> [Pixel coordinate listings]
◆ ◆ ◆ ◆ ◆

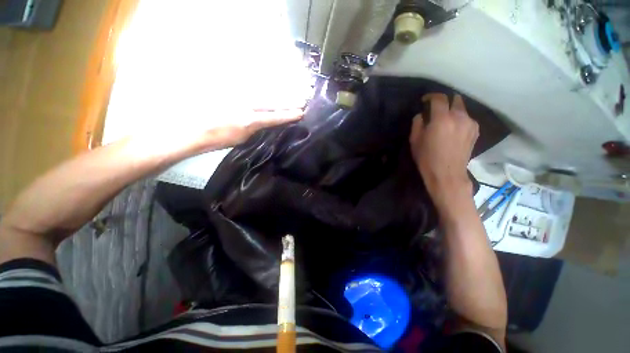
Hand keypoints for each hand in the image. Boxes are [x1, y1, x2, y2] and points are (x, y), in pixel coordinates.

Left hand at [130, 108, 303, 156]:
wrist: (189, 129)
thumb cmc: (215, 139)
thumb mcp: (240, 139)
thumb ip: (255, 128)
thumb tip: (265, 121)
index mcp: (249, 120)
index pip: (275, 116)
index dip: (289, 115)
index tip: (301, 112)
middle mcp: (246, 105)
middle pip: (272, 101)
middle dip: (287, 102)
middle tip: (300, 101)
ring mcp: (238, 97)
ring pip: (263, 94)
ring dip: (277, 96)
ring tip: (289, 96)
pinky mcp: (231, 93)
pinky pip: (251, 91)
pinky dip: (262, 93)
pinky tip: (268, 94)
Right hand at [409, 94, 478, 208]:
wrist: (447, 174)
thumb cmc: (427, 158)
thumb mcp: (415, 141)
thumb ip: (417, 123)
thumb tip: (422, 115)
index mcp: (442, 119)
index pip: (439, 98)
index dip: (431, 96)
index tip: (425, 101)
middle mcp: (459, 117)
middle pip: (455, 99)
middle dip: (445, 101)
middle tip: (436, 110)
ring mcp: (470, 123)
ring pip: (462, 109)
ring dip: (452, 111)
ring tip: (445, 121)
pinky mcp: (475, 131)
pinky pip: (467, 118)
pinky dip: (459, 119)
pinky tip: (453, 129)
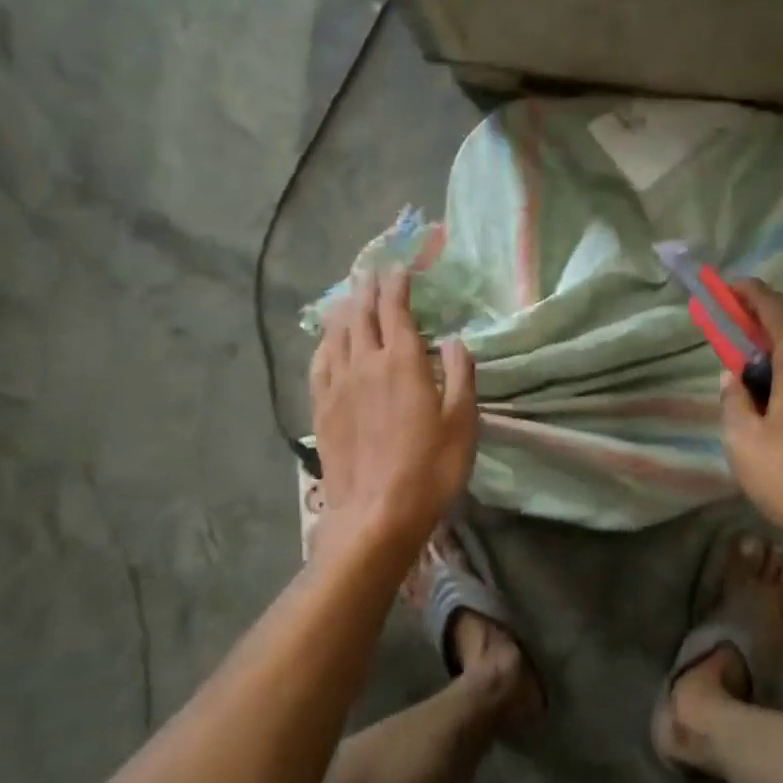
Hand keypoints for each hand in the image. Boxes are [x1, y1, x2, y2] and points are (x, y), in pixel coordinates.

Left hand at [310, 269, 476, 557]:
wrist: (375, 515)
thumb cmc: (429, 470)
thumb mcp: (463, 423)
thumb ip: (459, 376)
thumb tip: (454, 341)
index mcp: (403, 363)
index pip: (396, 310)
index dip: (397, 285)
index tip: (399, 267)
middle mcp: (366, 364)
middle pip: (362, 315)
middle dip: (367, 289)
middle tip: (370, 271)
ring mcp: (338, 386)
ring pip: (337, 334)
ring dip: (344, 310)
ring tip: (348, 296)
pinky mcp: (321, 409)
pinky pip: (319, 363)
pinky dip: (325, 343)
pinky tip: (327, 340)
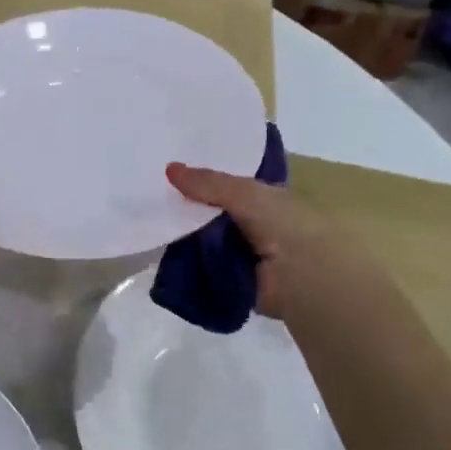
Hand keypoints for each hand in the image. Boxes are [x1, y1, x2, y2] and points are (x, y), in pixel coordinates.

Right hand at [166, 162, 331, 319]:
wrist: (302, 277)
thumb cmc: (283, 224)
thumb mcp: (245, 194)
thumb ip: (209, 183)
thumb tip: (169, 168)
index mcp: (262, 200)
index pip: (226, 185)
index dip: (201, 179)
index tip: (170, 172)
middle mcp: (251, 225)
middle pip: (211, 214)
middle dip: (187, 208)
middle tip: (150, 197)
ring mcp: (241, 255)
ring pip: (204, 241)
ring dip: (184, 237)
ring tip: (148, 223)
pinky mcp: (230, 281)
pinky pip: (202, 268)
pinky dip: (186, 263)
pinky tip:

◆ ◆ ◆ ◆ ◆

> [Exercise details]
What should be set down is every line from the opening of the records through the line that contains "pinky tip: (453, 129)", exactly, with pictures left out.

> [Your solution]
Hand keypoints for each hand in the image. Boxes are [x1, y1, x2, y2] and points are (x, y), in pixel coordinates.

Left hand at [130, 108, 303, 156]:
wrist: (189, 129)
thumb cmc: (215, 139)
thumb mcp: (240, 139)
thumb ip: (255, 128)
thumb tip: (265, 121)
index mcp: (249, 120)
index pip: (275, 116)
index dip: (289, 115)
index tip: (301, 112)
middle mcp: (246, 105)
middle pip: (272, 101)
middle dip: (287, 102)
middle tip: (300, 101)
ring mcp: (238, 97)
ring pip: (263, 94)
ring dip: (277, 96)
ring tip: (289, 96)
pinky mcp: (231, 93)
pinky pip: (251, 91)
pinky dip: (262, 93)
pinky tip: (268, 94)
Right hand at [409, 94, 478, 208]:
wrist: (447, 174)
thumb cmc: (427, 158)
thumb mcp: (415, 141)
thumb ip: (417, 123)
thumb tip: (422, 115)
index mcp: (442, 119)
index pip: (439, 98)
index dip: (431, 96)
index tip: (425, 101)
middle mcp: (459, 117)
middle pip: (455, 99)
middle dip: (445, 101)
middle tip: (436, 110)
ring mcp: (470, 123)
ring pip: (462, 109)
ring dip: (452, 111)
ring tip: (445, 121)
pinky mcp: (475, 131)
pinky pip: (467, 118)
pinky dip: (459, 119)
pinky tip: (453, 129)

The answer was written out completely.